[Human keypoint data]
* * * * *
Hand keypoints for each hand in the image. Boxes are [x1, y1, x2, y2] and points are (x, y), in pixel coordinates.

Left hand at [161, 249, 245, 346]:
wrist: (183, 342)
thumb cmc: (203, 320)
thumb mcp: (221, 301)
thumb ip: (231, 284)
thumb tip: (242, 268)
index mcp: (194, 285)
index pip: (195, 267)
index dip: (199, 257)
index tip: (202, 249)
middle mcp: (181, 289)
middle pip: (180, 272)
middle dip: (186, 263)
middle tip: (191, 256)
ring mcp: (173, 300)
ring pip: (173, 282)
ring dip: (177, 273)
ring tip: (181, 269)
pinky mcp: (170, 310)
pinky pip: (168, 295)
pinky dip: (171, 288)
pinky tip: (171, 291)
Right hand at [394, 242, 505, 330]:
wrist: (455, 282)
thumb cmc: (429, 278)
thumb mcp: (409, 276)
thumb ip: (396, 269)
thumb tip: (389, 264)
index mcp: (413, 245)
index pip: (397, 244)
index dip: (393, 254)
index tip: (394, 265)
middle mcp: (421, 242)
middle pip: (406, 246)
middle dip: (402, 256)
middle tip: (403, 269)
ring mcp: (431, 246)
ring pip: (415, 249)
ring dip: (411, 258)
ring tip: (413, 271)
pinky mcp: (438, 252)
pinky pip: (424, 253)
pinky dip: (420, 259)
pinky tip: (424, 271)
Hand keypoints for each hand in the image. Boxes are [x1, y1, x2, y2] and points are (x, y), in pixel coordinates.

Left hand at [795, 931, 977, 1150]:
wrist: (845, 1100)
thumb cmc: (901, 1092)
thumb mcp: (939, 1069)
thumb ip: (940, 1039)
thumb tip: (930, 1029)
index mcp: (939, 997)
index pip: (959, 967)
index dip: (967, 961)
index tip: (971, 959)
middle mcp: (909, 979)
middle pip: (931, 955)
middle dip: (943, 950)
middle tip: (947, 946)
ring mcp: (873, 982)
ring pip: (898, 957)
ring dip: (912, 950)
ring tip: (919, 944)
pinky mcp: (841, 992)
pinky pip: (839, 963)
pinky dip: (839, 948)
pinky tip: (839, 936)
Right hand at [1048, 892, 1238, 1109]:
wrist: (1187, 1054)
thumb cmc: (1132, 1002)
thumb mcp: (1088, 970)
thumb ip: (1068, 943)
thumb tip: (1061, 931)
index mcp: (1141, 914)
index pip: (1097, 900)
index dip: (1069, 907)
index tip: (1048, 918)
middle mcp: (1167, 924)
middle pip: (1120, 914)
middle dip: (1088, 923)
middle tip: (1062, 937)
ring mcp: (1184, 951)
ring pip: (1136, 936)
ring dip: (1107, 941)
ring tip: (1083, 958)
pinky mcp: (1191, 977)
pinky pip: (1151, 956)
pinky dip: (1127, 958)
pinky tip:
* * * * *
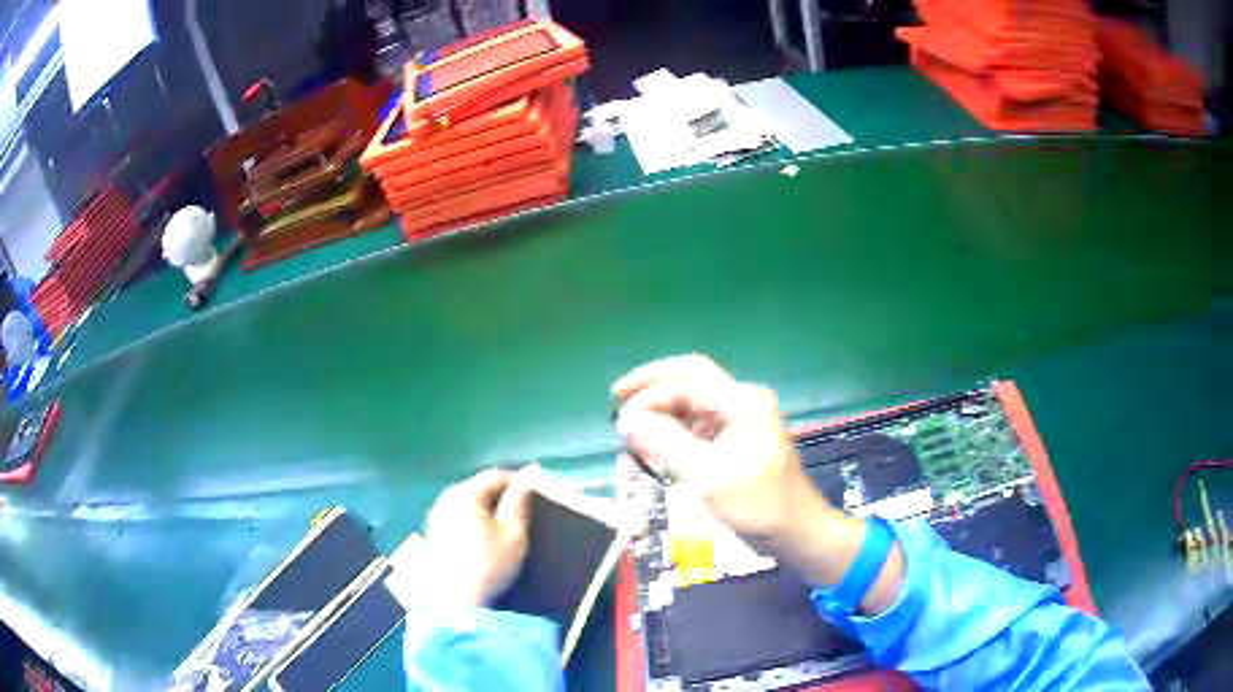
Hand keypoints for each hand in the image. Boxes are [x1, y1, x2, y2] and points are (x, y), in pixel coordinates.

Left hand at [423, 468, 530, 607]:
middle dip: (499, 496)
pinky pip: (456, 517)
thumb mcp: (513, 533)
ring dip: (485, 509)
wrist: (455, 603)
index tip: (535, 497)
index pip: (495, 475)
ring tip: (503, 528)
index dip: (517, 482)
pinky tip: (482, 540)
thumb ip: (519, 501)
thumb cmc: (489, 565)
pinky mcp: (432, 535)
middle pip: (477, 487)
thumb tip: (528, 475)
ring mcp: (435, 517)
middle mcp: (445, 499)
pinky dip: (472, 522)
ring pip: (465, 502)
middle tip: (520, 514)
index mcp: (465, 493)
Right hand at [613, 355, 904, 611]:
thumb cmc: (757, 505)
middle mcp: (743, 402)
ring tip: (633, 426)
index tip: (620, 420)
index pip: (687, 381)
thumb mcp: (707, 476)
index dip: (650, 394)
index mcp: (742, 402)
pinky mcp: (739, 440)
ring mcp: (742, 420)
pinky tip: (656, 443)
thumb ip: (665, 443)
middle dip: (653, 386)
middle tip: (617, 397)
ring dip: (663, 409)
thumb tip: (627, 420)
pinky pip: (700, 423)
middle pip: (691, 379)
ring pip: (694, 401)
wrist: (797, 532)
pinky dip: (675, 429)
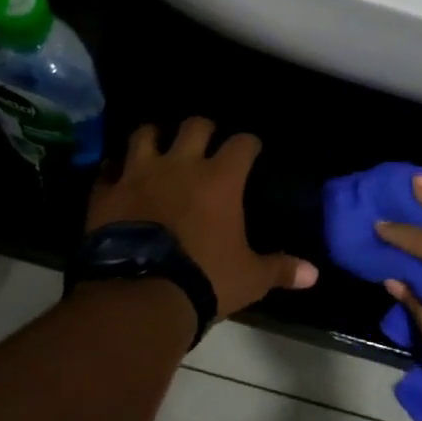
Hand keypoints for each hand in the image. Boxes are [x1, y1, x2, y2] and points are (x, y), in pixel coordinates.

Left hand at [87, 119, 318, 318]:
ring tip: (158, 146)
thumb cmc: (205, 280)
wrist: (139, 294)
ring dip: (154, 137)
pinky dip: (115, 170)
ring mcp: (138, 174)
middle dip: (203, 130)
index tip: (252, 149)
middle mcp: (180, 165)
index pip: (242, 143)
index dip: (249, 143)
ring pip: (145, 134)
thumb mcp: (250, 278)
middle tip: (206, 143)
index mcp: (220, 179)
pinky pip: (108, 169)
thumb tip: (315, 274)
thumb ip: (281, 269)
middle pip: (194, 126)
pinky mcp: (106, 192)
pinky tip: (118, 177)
* * * * *
• _TASK DIRECTIONS_: Please return only the lines above, starting at the line that has "index pip: (397, 244)" and ending at the line that has "ring pip: (1136, 936)", keeping both and leaving each one unchanged.

• _YOUR SOLUTION_:
index pip: (397, 244)
index dip: (393, 254)
index tip: (394, 265)
middle mcp: (421, 242)
middle pip: (406, 246)
middle dip: (402, 256)
middle tip: (403, 269)
ring mcp: (431, 246)
ring pip: (415, 249)
ring dip: (411, 258)
ring tip: (413, 271)
pinky mcp: (438, 252)
pinky pip: (424, 253)
pinky dip: (420, 259)
pinky tip: (424, 271)
Hand keypoints for each hand in the image. Boxes are [x1, y1, x2, y2] and points are (x, y), in pixel coordinates.

Left hand at [795, 931, 977, 1150]:
wrist: (845, 1100)
thumb cmc: (901, 1092)
thumb mcp: (939, 1069)
thumb ip: (940, 1039)
thumb tip: (930, 1029)
index mcp: (939, 997)
index pip: (959, 967)
index dip: (967, 961)
index tip: (971, 959)
middle mcp: (909, 979)
middle pip: (931, 955)
middle dip: (943, 950)
middle tip: (947, 946)
ring mcp: (873, 982)
ring pip: (898, 957)
ring dip: (912, 950)
ring tip: (919, 944)
pinky mcp: (841, 992)
pinky pip: (839, 963)
pinky dip: (839, 948)
pinky tip: (839, 936)
Right hand at [1048, 892, 1238, 1109]:
wrist: (1187, 1054)
thumb cmc: (1132, 1002)
thumb mcp: (1088, 970)
thumb ip: (1068, 943)
thumb tip: (1061, 931)
index mcp: (1141, 914)
index pip: (1097, 900)
index dip: (1069, 907)
index tip: (1048, 918)
middle mcp: (1167, 924)
middle pip: (1120, 914)
middle dip: (1088, 923)
middle tip: (1062, 937)
ring mcp: (1184, 951)
ring pip: (1136, 936)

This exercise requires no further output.